On Saturday afternoon, when I met up with Kristen Stewart on a balcony at the Cannes Film Festival, she had a confession to make: She was midway through the happiest day of her life.
The night before, her directorial debut, “The Chronology of Water,” had made its premiere here, the culmination of a very long effort to make her first feature. “I’ve had this movie in my head for years,” she said. And after so many false starts, financing issues and radical creative re-imaginings, she could barely believe that she had pulled it off.
“I just thought it was potentially dying every day,” she said. “It was like a shipwreck, we had to put that boat back together. It was shocking.”
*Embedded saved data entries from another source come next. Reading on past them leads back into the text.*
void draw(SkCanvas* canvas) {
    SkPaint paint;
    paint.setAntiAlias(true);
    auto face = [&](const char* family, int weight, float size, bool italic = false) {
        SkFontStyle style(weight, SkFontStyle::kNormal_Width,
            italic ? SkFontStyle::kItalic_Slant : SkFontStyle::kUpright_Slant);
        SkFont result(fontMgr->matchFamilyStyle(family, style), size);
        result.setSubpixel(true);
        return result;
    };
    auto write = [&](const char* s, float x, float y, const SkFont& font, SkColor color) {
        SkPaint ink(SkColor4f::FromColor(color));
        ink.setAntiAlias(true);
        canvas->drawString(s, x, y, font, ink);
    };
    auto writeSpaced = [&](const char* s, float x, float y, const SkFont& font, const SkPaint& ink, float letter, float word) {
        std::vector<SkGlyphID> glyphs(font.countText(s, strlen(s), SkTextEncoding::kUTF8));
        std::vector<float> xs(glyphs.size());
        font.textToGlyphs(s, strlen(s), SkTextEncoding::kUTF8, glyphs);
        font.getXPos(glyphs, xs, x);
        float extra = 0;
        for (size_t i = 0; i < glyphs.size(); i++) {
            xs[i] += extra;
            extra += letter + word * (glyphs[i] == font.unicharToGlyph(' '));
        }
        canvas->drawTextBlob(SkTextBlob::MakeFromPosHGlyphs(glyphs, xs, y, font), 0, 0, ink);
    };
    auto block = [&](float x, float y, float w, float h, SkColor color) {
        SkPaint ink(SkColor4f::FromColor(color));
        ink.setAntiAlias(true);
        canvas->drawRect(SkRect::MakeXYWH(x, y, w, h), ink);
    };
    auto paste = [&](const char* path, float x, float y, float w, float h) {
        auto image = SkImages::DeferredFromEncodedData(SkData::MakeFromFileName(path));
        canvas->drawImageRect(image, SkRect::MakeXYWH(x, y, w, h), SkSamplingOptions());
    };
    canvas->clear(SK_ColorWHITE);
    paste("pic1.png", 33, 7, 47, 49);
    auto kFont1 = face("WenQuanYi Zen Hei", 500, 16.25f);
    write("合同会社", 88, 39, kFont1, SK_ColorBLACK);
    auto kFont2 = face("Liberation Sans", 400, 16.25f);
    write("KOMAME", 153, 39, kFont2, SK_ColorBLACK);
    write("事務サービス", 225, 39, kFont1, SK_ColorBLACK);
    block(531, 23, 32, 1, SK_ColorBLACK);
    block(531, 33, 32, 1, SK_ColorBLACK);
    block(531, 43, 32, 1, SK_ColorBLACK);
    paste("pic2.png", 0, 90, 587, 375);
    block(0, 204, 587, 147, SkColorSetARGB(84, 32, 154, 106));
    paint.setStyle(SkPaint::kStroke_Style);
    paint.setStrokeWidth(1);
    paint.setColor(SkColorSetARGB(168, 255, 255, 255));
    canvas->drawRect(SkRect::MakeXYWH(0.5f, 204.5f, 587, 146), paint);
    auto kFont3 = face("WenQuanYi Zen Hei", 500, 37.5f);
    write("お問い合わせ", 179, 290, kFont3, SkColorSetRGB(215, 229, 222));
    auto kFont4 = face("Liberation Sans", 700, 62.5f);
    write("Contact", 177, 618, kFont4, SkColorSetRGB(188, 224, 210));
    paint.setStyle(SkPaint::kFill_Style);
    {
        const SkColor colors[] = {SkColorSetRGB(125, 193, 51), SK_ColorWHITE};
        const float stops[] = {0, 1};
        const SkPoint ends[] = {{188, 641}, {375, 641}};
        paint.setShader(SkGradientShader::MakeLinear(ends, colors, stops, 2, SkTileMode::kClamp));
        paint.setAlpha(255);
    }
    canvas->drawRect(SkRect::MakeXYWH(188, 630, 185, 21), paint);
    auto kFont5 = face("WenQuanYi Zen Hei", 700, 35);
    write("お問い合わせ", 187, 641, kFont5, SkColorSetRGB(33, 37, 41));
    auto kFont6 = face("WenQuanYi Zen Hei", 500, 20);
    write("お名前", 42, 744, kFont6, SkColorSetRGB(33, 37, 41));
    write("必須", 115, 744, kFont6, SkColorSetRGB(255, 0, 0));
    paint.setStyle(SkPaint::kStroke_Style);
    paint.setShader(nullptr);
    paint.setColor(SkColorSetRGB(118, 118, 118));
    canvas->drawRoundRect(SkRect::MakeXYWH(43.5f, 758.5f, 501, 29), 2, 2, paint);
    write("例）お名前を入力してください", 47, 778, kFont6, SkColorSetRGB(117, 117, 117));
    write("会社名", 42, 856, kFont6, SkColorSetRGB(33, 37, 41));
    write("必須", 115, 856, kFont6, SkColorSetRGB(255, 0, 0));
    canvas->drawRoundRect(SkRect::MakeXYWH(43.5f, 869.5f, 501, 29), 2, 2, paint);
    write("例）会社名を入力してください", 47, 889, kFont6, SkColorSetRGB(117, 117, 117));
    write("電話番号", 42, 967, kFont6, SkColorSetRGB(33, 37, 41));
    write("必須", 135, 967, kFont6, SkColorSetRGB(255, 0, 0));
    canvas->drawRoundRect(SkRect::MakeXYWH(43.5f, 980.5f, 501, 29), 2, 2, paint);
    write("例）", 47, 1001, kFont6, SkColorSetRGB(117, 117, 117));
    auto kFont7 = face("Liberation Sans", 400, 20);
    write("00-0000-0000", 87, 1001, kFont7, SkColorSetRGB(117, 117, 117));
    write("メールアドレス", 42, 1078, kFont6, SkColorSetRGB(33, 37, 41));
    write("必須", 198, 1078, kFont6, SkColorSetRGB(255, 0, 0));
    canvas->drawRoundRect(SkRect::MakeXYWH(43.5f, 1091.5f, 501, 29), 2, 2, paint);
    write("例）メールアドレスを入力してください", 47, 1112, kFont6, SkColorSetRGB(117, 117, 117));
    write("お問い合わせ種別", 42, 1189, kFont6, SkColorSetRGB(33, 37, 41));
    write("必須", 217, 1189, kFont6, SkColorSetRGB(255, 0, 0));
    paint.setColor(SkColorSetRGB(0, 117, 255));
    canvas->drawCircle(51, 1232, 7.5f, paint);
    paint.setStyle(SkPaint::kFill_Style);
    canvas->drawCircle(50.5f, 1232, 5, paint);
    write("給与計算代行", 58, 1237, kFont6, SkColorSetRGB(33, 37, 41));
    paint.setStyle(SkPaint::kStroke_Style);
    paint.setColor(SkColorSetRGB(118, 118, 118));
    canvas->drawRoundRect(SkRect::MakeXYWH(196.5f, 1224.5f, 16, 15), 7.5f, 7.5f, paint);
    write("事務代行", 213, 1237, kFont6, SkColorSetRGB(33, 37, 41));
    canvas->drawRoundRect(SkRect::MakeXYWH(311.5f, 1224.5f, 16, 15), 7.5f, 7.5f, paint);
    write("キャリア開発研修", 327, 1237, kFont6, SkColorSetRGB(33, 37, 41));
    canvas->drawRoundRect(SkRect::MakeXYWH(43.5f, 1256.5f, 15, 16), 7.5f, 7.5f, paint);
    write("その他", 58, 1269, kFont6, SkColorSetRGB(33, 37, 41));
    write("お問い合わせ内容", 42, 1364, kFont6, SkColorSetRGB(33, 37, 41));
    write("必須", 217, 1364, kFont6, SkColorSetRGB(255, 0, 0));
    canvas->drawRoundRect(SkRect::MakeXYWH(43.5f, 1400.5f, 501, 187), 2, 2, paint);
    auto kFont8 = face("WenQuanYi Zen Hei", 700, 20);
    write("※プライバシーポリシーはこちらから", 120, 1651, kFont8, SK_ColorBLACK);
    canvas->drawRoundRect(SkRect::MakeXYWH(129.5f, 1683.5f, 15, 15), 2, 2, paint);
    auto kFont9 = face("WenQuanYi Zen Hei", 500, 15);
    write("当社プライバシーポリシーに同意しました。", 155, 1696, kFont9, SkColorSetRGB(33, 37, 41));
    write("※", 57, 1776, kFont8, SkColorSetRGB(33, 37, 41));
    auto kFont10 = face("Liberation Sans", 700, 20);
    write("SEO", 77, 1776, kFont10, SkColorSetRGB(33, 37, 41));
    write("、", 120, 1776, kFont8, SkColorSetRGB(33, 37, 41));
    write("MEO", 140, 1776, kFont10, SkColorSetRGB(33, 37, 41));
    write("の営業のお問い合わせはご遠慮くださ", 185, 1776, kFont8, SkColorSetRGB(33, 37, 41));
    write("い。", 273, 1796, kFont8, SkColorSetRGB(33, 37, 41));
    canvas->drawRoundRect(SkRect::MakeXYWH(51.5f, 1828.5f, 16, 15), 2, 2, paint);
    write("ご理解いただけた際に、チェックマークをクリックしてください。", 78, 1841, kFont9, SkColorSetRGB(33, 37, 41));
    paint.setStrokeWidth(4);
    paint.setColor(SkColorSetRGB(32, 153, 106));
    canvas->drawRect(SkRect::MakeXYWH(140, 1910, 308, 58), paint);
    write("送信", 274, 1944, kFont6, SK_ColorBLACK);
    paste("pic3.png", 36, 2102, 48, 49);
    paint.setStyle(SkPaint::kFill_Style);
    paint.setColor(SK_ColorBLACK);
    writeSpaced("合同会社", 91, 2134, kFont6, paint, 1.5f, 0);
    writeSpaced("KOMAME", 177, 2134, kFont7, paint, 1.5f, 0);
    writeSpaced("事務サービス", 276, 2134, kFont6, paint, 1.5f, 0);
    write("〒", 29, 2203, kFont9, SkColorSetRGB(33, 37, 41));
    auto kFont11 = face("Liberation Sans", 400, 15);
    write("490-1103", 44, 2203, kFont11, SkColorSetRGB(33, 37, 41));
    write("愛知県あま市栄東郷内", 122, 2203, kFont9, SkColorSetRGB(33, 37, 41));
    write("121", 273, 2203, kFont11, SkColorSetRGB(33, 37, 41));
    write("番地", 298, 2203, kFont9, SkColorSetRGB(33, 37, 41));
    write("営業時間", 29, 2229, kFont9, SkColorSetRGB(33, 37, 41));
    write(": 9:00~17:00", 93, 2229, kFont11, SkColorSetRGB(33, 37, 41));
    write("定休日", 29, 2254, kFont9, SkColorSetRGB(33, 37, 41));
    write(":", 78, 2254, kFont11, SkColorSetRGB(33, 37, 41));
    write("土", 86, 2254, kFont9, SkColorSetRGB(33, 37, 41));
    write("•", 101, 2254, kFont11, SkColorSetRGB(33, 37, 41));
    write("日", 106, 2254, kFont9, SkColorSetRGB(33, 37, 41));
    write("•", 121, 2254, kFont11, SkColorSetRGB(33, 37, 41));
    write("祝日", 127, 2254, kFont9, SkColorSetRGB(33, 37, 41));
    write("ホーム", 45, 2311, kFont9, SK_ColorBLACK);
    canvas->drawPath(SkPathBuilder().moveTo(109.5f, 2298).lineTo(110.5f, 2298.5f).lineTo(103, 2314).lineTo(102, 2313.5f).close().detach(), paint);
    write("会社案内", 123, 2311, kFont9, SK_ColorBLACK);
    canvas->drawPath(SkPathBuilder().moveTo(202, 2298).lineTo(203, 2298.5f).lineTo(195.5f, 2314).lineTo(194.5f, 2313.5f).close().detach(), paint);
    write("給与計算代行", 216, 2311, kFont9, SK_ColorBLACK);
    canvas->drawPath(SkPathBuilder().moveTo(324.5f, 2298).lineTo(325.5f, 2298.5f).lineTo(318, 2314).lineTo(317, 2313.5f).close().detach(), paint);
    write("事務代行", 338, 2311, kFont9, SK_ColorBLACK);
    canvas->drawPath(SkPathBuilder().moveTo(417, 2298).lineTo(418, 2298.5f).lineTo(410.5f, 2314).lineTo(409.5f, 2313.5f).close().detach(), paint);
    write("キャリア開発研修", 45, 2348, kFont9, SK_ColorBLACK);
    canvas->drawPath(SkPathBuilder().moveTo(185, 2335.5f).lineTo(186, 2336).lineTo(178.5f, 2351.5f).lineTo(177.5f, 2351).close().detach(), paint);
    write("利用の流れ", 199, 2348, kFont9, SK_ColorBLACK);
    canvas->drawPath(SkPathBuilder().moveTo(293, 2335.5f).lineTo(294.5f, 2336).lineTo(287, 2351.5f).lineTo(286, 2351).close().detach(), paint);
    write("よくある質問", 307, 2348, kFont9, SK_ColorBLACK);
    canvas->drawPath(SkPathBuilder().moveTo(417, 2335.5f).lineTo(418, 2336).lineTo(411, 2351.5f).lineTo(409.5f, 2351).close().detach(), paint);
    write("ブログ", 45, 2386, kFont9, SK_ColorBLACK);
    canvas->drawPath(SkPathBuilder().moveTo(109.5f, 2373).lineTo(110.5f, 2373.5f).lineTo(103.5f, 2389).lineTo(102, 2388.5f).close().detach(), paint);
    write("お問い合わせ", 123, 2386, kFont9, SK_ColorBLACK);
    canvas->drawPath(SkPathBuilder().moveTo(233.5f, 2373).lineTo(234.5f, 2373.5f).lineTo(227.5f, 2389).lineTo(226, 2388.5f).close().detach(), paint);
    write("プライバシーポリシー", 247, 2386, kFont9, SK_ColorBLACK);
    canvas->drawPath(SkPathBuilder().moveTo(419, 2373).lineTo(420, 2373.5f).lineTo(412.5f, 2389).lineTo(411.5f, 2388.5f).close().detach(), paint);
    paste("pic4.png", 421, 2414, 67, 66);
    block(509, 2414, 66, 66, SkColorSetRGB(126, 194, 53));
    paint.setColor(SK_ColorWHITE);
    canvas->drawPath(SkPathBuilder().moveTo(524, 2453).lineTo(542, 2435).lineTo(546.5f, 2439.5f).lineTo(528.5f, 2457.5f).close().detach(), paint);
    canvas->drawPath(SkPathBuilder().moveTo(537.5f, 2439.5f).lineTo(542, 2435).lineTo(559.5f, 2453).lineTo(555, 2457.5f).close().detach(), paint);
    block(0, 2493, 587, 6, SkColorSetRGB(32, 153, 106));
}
Adapted from Lidia Yuknavitch’s memoir of the same name, “The Chronology of Water” stars Imogen Poots as a competitive swimmer struggling to outrace a traumatic childhood marked by sexual abuse. Stewart tells the story elliptically, skipping through time as her lead struggles to make sense of a difficult life and channel her pain into an affinity for writing.
The film has been well reviewed, which Stewart was pleasantly surprised by. “I’m totally willing for people to come for it,” she said. “I’m almost wanting it.” Maybe Stewart, with her avid gaze and punky ombre hair, craves that conflict because she’s used to it: “The Chronology of Water” took eight years of fighting to make. Now, she’s curious about what her career as an actress and director will look like.
“I don’t think it’ll ever be this hard, and when I say ‘hard’ I put it in air quotes because I’ve never been happier in my entire life,” she said. “But when you really care about something, the weight of dropping it every day is like you’re dropping it on your toes and screaming.”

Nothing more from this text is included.